Figure 4. Confocal microscopy analysis of honey bee pupae coinfected or superinfected with DWV variants encoding EGFP and mCherry.

a. Coinfection: “VDD_E + VVV_mC” or “VVD_E + VVV_mC” panels show red (mCherry) and green (EGFP) fluorescence signals detected in the abdomen of intact pupae (upper row) or in the dissected tissues of the digestive tract (rectum tissue shown as an example). Scale bars correspond to 500 μm. b. Superinfection: upper panel – abdomen of an intact pupa initially infected with VDD_E and superinfected 24 h later with VVV_mC analysed 24 h after the second injection; lower panel – abdomen of an intact pupa injected with VVV_mC only and analysed 24 h post-inoculation. Scale bars correspond to 500 μm c. Magnified image of highlighted region (from panel a) of pupa coinfected with VDD_E + VVV_mC. Individual images for EGFP and mCherry signals, and a combined image for both fluorophores are shown. Arrows indicate Individual foci of infection exhibiting both EGFP and mCherry expression. Scale bars correspond to 100 μm.

Recombination between VDD and VVV DWV

The interpretation of the superinfection studies is based upon sequence-specific quantification of particular regions of the virus genome by qPCR. This interpretation could be confounded by extensive levels of genetic recombination, a natural consequence of coinfection with related viruses [40]. Genetic recombination of RNA viruses requires that both parental genomes are present within an individual cell [41]. Since our microscopy analysis had detected only limited numbers of apparently dually infected foci during mixed infections we conducted further analysis to investigate the presence and identity of viral recombinants, and the influence of the order of virus acquisition on recombination, using next generation sequencing. Illumina paired-reads were generated from PCR amplicons of a 10 Kb fragment of the DWV genome targeting pupae initially infected with VDD and challenged with VVV, or vice versa (samples “VVV→VDD” and “VDD→VVV” at 5 or 7 days after superinfection). Recombination junctions were detected across the entirety of the DWV genome in all samples analysed with ‘hotspots’ of recombination denoted by an increased number of aligned reads identified at numerous points in the genome (Figure 5b, Table S3), including some previously reported [21]. The percentage of reads corresponding to recombination junctions varied in individual pupae from 1-2.2% of all mapped reads (Figure S9). In all cases approximately equal proportions of recombinants were detected with VVV or VDD as the 5’-acceptor partner (terminology assumes that recombination occurs during negative strand synthesis [40, 42]). In several instances we detected the same recombination junction with both VVV and VDD as the 5’-acceptor. Our analysis also revealed recombination sites in which the 5’ was only ever derived from one variant or the other (red and blue points in Figure 5b, Table S3). These results demonstrate that although superinfecting virus recombines readily with an established variant, the recombinant population remains a minor component of the total virus population, and is well below the level expected to confound our analysis of competition between extant and superinfecting viruses.

• Download figure
• Open in new tab

Figure 5. Genomic recombination events observed between VVV and VDD DWV variants in a superinfected honey bee pupa.

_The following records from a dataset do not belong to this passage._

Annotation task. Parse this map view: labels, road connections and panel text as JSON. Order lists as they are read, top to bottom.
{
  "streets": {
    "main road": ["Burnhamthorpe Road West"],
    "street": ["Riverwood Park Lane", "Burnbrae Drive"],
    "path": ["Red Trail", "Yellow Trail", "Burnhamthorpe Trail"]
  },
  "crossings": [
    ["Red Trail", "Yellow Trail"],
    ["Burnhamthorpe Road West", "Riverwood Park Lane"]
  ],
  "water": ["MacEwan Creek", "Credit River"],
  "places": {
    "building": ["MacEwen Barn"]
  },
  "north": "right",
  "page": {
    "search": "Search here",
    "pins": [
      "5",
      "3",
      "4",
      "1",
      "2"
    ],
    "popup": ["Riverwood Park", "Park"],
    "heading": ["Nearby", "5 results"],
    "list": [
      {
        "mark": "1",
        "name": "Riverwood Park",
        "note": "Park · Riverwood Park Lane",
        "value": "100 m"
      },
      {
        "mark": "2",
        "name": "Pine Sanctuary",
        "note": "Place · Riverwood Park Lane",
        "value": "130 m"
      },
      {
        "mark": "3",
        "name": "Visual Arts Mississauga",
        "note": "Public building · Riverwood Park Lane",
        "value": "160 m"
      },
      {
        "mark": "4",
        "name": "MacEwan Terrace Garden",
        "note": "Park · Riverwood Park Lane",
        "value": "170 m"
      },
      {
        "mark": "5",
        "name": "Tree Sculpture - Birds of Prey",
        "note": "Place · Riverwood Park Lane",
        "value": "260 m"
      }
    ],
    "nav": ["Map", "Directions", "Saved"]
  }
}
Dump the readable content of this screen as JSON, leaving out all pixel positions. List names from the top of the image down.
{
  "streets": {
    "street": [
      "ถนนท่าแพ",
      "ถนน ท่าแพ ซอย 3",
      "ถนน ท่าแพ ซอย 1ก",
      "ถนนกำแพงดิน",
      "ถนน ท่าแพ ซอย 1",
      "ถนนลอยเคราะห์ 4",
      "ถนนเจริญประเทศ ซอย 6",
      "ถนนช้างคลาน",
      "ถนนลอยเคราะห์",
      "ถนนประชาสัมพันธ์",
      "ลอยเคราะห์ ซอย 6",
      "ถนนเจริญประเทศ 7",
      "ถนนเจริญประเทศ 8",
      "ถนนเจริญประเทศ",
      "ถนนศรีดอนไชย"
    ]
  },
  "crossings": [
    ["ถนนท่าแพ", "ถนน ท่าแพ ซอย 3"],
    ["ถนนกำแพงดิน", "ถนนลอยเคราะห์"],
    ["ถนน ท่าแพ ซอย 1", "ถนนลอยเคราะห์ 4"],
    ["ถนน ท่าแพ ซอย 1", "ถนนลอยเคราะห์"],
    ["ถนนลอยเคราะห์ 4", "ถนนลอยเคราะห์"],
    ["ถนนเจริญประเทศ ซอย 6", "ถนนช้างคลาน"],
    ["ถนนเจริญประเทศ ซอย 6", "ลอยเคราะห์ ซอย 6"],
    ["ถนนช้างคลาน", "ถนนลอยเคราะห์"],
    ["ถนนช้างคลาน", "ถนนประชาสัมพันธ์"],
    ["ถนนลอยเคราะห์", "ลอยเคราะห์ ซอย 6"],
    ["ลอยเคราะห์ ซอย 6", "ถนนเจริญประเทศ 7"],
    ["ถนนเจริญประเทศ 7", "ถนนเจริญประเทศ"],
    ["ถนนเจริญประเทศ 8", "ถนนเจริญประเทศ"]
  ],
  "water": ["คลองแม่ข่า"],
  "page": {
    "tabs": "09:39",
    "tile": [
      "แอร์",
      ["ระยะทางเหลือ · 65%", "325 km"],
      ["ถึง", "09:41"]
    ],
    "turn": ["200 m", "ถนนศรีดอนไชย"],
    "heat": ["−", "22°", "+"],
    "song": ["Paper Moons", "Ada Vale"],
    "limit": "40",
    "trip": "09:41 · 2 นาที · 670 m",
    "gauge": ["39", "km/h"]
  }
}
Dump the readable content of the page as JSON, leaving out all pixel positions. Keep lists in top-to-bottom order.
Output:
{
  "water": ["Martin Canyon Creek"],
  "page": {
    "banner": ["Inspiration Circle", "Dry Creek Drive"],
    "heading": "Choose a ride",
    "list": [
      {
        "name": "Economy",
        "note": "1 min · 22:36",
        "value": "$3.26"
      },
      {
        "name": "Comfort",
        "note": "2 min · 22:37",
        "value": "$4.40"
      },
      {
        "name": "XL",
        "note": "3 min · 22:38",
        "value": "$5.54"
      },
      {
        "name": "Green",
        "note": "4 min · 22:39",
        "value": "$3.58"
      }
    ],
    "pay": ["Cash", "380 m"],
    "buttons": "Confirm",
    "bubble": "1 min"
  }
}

a. Mapped recombination events in a honey bee pupa initially infected with VVV and superinfected with VDD DWV. The plot shows recombination events occurring along the full length of the DWV genome, with the VDD genome length shown on the Y-axis and VVV shown on the X-axis. Each bubble represents a unique recombination site and bubble size is determined by the number of mapped and aligned reads for this site obtained using ViReMa analysis. The colour of the bubble indicates the direction of recombination, with blue representing VVV as 5’-acceptor and VDD as 3’-donor and those in red with VDD as 5’-acceptor and VVV as 3’-donor. b. The most frequently observed recombination junctions in all pupal samples analysed, shown at the recombination junction between VVV and VDD genomes. The junctions shown in black occurred with similar frequency in both directions. Those shown in blue occurred predominantly with VVV as 5’-acceptor and VDD as 3’-donor and those in red with VDD as 5’-acceptor and VVV as 3’-donor sequences.